Arsene Wenger respira tranquilo. A pesar de sufrir una nueva derrota bochornosa en la Premier League y ver cómo cada hora que pasa Alexis Sánchez y (quizás) Mesut Özil están más cerca de vaciar sus taquillas del Emirates Stadium, este domingo el estirado alsaciano se llevó una pequeña alegría para su ego. Su invencible Arsenal, que se proclamó campeón de liga en el 2000 sin haber perdido ni un partido, seguirá en los libros de historia. La amenaza del Manchester City se desvaneció en una de esas tardes mágicas de Anfield (4-3), en las que el Liverpool entra en un estado de inconsciencia efervescente y es capaz de arrollar a cualquiera. Todo eso en el primer partido sin Coutinho en el equipo. Cuando se pasó el efecto anfetamínico y a pesar del 4-1 en contra, el City estuvo cerca de igualar el partido. Pero cerca no sirve para evitar la primera derrota en la Premier de los de Guardiola, 23 partidos después.

El City ha jugado hasta la fecha 35 partidos en lo que va de temporada, y ha perdido apenas dos, uno en Champions League en el campo del Shakthar Donetsk y otro en Anfield. La cuenta de goles a favor es muy superior a la de goles en contra. Todo va encaminado a la conquista, al menos, de la Premier en la asunción de que Guardiola ha dado con la tecla de su equipo y del fútbol inglés.

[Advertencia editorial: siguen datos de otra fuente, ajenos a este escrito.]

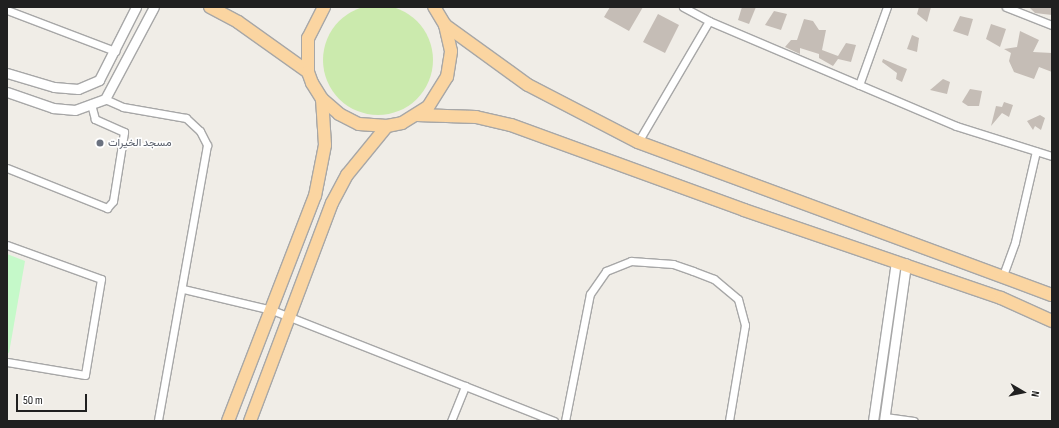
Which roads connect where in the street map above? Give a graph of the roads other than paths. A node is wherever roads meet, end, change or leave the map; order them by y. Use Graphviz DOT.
graph roads {
  1 [pos="136,7"];
  2 [pos="154,7"];
  3 [pos="210,7"];
  4 [pos="324,7"];
  5 [pos="434,7"];
  6 [pos="683,7"];
  7 [pos="887,7"];
  8 [pos="1006,7"];
  9 [pos="7,10"];
  10 [pos="709,21"];
  11 [pos="445,25"];
  12 [pos="1052,25"];
  13 [pos="115,51"];
  14 [pos="308,72"];
  15 [pos="7,73"];
  16 [pos="859,85"];
  17 [pos="7,92"];
  18 [pos="105,98"];
  19 [pos="322,99"];
  20 [pos="91,104"];
  21 [pos="417,115"];
  22 [pos="388,126"];
  23 [pos="638,142"];
  24 [pos="1036,151"];
  25 [pos="1052,156"];
  26 [pos="7,168"];
  27 [pos="7,244"];
  28 [pos="901,263"];
  29 [pos="1002,278"];
  30 [pos="183,289"];
  31 [pos="1052,296"];
  32 [pos="272,310"];
  33 [pos="290,316"];
  34 [pos="1052,321"];
  35 [pos="7,362"];
  36 [pos="465,386"];
  37 [pos="885,419"];
  38 [pos="158,421"];
  39 [pos="228,421"];
  40 [pos="250,421"];
  41 [pos="451,421"];
  42 [pos="554,421"];
  43 [pos="565,421"];
  44 [pos="729,421"];
  45 [pos="873,421"];
  46 [pos="914,421"];
  1 -- 13 [label="street"];
  2 -- 18 [label="street"];
  3 -- 14 [label="main road"];
  4 -- 14 [label="main road"];
  5 -- 11 [label="main road"];
  6 -- 10 [label="street"];
  7 -- 16 [label="street"];
  8 -- 12 [label="street"];
  9 -- 13 [label="street"];
  10 -- 16 [label="street"];
  10 -- 23 [label="street"];
  11 -- 21 [label="main road"];
  11 -- 23 [label="main road"];
  13 -- 15 [label="street"];
  14 -- 19 [label="main road"];
  16 -- 24 [label="street"];
  17 -- 20 [label="street"];
  18 -- 20 [label="street"];
  18 -- 30 [label="street"];
  19 -- 22 [label="main road"];
  19 -- 32 [label="main road"];
  20 -- 26 [label="street"];
  21 -- 22 [label="main road"];
  21 -- 28 [label="main road"];
  22 -- 33 [label="main road"];
  23 -- 29 [label="main road"];
  24 -- 25 [label="street"];
  24 -- 29 [label="street"];
  27 -- 35 [label="street"];
  28 -- 34 [label="main road"];
  28 -- 37 [label="street"];
  28 -- 45 [label="street"];
  29 -- 31 [label="main road"];
  30 -- 32 [label="street"];
  30 -- 38 [label="street"];
  32 -- 33 [label="street"];
  32 -- 39 [label="main road"];
  33 -- 36 [label="street"];
  33 -- 40 [label="main road"];
  36 -- 41 [label="street"];
  36 -- 42 [label="street"];
  37 -- 46 [label="street"];
  43 -- 44 [label="street"];
}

Pero… Rubricar todo eso con un campeonato perfecto sin haber concedido derrota era una idea tan tentadora que el técnico catalán se empeñaba en hacerse a la idea de que no iba a ser posible. Y fue el Liverpool quien le dio la razón en un partido marcado por el tempranero gol de Alex Oxlade-Chamberlain, y en el que el City tardó en reaccionar. No tiró a puerta hasta el minuto 35, y no creó apenas peligro en la portería de Karius, hasta que Sane encontró el empate en una floja intervención del meta local.

Pero tras el descanso, el partido se abrió, y eso, lejos de condenar al Liverpool, le condujo a la victoria. En apenas 8 minutos, Sadio Mané, Roberto Firmino y Salah encontraron la portería de un Ederson desafortunado sobre todo en la acción del tercer tanto. Poco antes del 2-1, Otamendi había cabeceado al larguero y quién sabe si el partido para el Manchester City hubiera sido otro. Poco después del 2-1, el propio Mané erraba otro gol. Era esa clase de partido. Anfield se volvió loco en los primeros 20 minutos del segundo tiempo, viendo al fin a su equipo explotar el potencial de sus atacantes sin sufrir las consecuencias directas en su defensa. Los Fab Four eran Salah, Mané, Firmino y Coutinho, y con el partido de este sábado Oxlade aspira a ganarse el estatus de Ringo Starr.

No duró toda la tarde, porque el Manchester City apretó y encontró dos goles en los minutos finales, cuando estuvo cerca de enjugar toda la ventaja del Liverpool. Bernardo Silva primero y Gundogan después, ya en el tiempo añadido, descontaron la diferencia a un solo gol. En la orilla se quedó el Manchester City para evitar la primera derrota de la temporada en Inglaterra. “Hicimos un buen partido, en la segunda parte estuvimos realmente bien. Pero tras el segundo gol hicieron el tercero y el cuarto muy rápido, y fue difícil recuperar. Siempre dije que la Premier League no está acabada, y nos quedan muchos partidos difíciles por delante”, dijo Guardiola tras caer en Anfield. Desde la distancia, Arsene Wenger daba un sorbo pequeño a un vaso de vino.